Task to complete: Exactly how many lines in the data below contain the string "Rast"? Give that number and nothing else.

(Stored items)
-.-.-
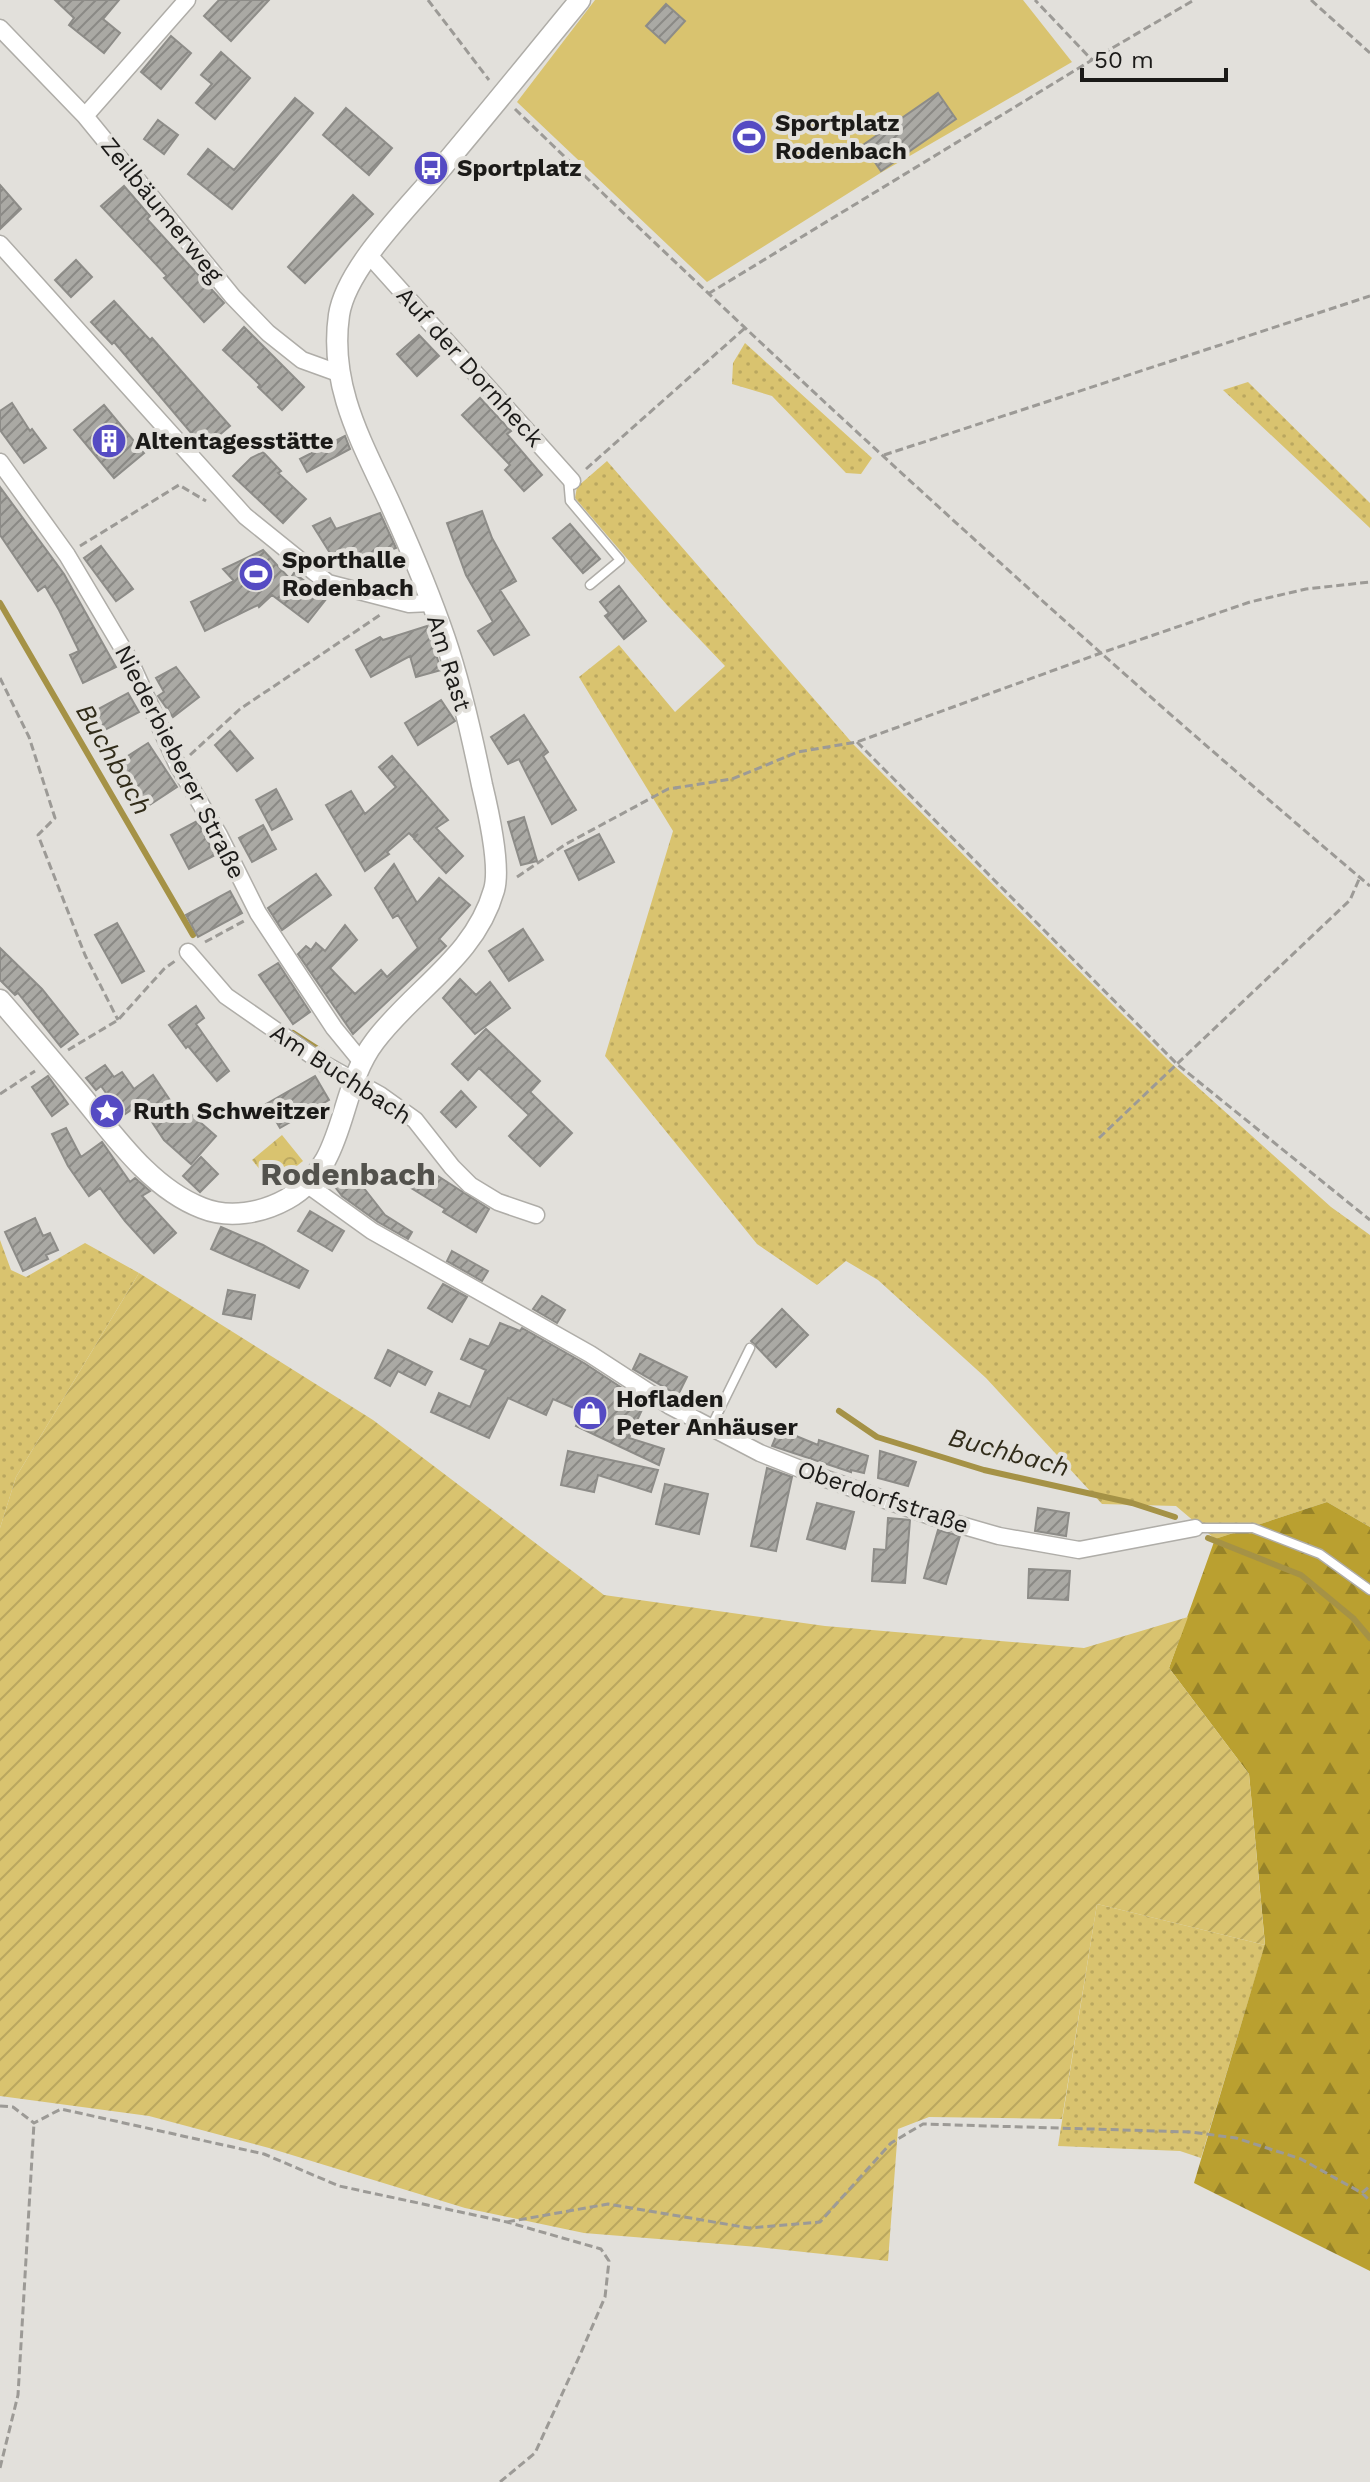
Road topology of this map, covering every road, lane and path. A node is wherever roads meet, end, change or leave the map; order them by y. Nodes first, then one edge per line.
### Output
1 (187, 0) edge
2 (428, 0) edge
3 (580, 0) edge
4 (1035, 0) edge
5 (1194, 0) edge
6 (1311, 0) edge
7 (0, 28) edge
8 (1370, 53) edge
9 (1092, 60) junction
10 (501, 96) junction
11 (85, 116) junction
12 (0, 244) edge
13 (368, 254) junction
14 (707, 294) junction
15 (1370, 296) edge
16 (745, 328) junction
17 (338, 373) junction
18 (884, 455) junction
19 (0, 462) edge
20 (570, 478) junction
21 (213, 505) dead end
22 (67, 555) junction
23 (1370, 582) edge
24 (590, 585) dead end
25 (395, 599) junction
26 (431, 603) junction
27 (1101, 653) junction
28 (0, 678) edge
29 (857, 742) junction
30 (177, 764) junction
31 (1360, 877) junction
32 (1370, 886) edge
33 (495, 887) junction
34 (258, 913) junction
35 (188, 952) junction
36 (0, 1000) edge
37 (118, 1020) junction
38 (51, 1060) junction
39 (361, 1061) junction
40 (1178, 1065) junction
41 (353, 1082) junction
42 (0, 1094) edge
43 (1099, 1138) dead end
44 (308, 1185) junction
45 (536, 1215) dead end
46 (1370, 1220) edge
47 (750, 1348) dead end
48 (710, 1427) junction
49 (1195, 1528) joint
50 (1370, 1590) edge
51 (0, 2106) edge
52 (34, 2123) junction
53 (1370, 2186) edge
54 (1362, 2193) junction
55 (1370, 2201) edge
56 (507, 2222) junction
57 (0, 2468) edge
58 (500, 2482) edge

1 - 11 street
2 - 10 path
3 - 10 street, Am Rast
4 - 9 path
5 - 9 path
6 - 8 path
7 - 11 street, Zeilbäumerweg
9 - 14 path
10 - 13 street, Am Rast
10 - 14 path
11 - 17 street, Zeilbäumerweg
12 - 25 street
13 - 17 street, Am Rast
13 - 20 street, Auf der Dornheck
14 - 16 path
15 - 18 path
16 - 18 path
16 - 20 path
17 - 26 street, Am Rast
18 - 27 path
19 - 22 street, Niederbieberer Straße
20 - 24 lane
21 - 22 path
22 - 30 street, Niederbieberer Straße
23 - 27 path
25 - 26 street
25 - 30 path
26 - 33 street, Am Rast
27 - 29 path
27 - 31 path
28 - 37 path
29 - 33 path
29 - 40 path
30 - 34 street, Niederbieberer Straße
31 - 32 path
31 - 40 path
33 - 39 street, Am Rast
34 - 35 path
34 - 39 street, Niederbieberer Straße
35 - 37 path
35 - 41 street, Am Buchbach
36 - 38 street
37 - 38 path
38 - 42 path
38 - 44 street
39 - 41 street, Am Rast
40 - 43 path
40 - 46 path
41 - 44 street, Am Rast
41 - 45 street, Am Buchbach
44 - 48 street, Oberdorfstraße
47 - 48 lane
48 - 49 street, Oberdorfstraße
49 - 50 lane, Oberdorfstraße
51 - 52 path
52 - 56 path
52 - 57 path
53 - 54 path
54 - 55 path
54 - 56 path
56 - 58 path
-.-.-
Output: 8